PROBLEM TO WORK ON:
Because the entries hold pictures, reproduce only their words, exactly as written.

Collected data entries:
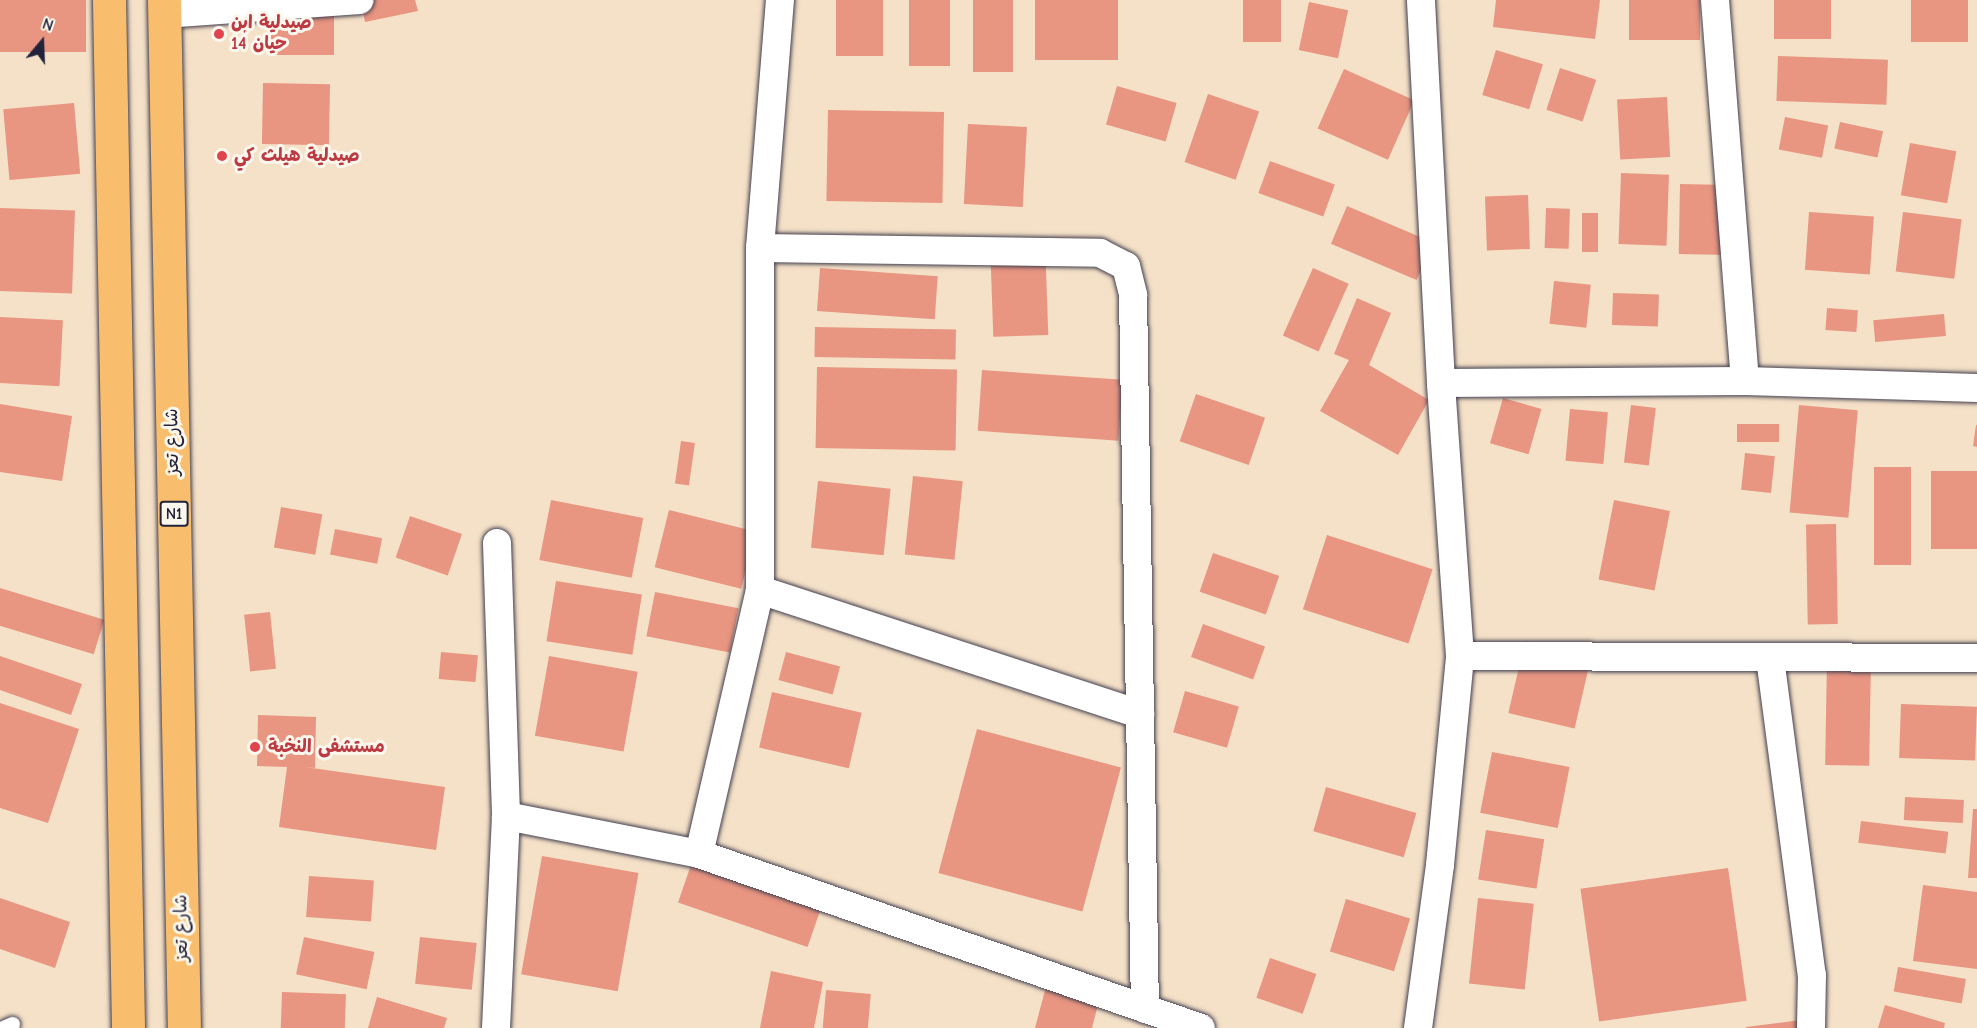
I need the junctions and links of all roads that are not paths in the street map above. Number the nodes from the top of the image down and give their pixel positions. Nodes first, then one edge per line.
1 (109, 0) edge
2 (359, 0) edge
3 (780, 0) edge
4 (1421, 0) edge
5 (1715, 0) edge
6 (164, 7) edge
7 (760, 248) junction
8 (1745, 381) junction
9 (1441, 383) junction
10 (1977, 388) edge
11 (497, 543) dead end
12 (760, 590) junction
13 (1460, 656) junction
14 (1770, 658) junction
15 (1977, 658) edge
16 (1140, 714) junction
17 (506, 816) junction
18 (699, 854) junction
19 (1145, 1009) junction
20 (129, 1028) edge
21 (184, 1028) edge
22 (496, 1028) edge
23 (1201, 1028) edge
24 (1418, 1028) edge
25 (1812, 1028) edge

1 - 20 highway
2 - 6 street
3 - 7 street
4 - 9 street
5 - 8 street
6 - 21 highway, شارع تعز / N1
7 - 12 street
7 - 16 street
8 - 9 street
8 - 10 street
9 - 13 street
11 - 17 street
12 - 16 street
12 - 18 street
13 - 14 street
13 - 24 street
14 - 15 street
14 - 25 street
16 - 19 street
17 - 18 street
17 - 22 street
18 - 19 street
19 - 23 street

RESULT OF THE EXERCISE:
I need the junctions and links of all roads that are not paths in the street map above. Number the nodes from the top of the image down and give their pixel positions. Nodes first, then one edge per line.
1 (109, 0) edge
2 (359, 0) edge
3 (780, 0) edge
4 (1421, 0) edge
5 (1715, 0) edge
6 (164, 7) edge
7 (760, 248) junction
8 (1745, 381) junction
9 (1441, 383) junction
10 (1977, 388) edge
11 (497, 543) dead end
12 (760, 590) junction
13 (1460, 656) junction
14 (1770, 658) junction
15 (1977, 658) edge
16 (1140, 714) junction
17 (506, 816) junction
18 (699, 854) junction
19 (1145, 1009) junction
20 (129, 1028) edge
21 (184, 1028) edge
22 (496, 1028) edge
23 (1201, 1028) edge
24 (1418, 1028) edge
25 (1812, 1028) edge

1 - 20 highway
2 - 6 street
3 - 7 street
4 - 9 street
5 - 8 street
6 - 21 highway, شارع تعز / N1
7 - 12 street
7 - 16 street
8 - 9 street
8 - 10 street
9 - 13 street
11 - 17 street
12 - 16 street
12 - 18 street
13 - 14 street
13 - 24 street
14 - 15 street
14 - 25 street
16 - 19 street
17 - 18 street
17 - 22 street
18 - 19 street
19 - 23 street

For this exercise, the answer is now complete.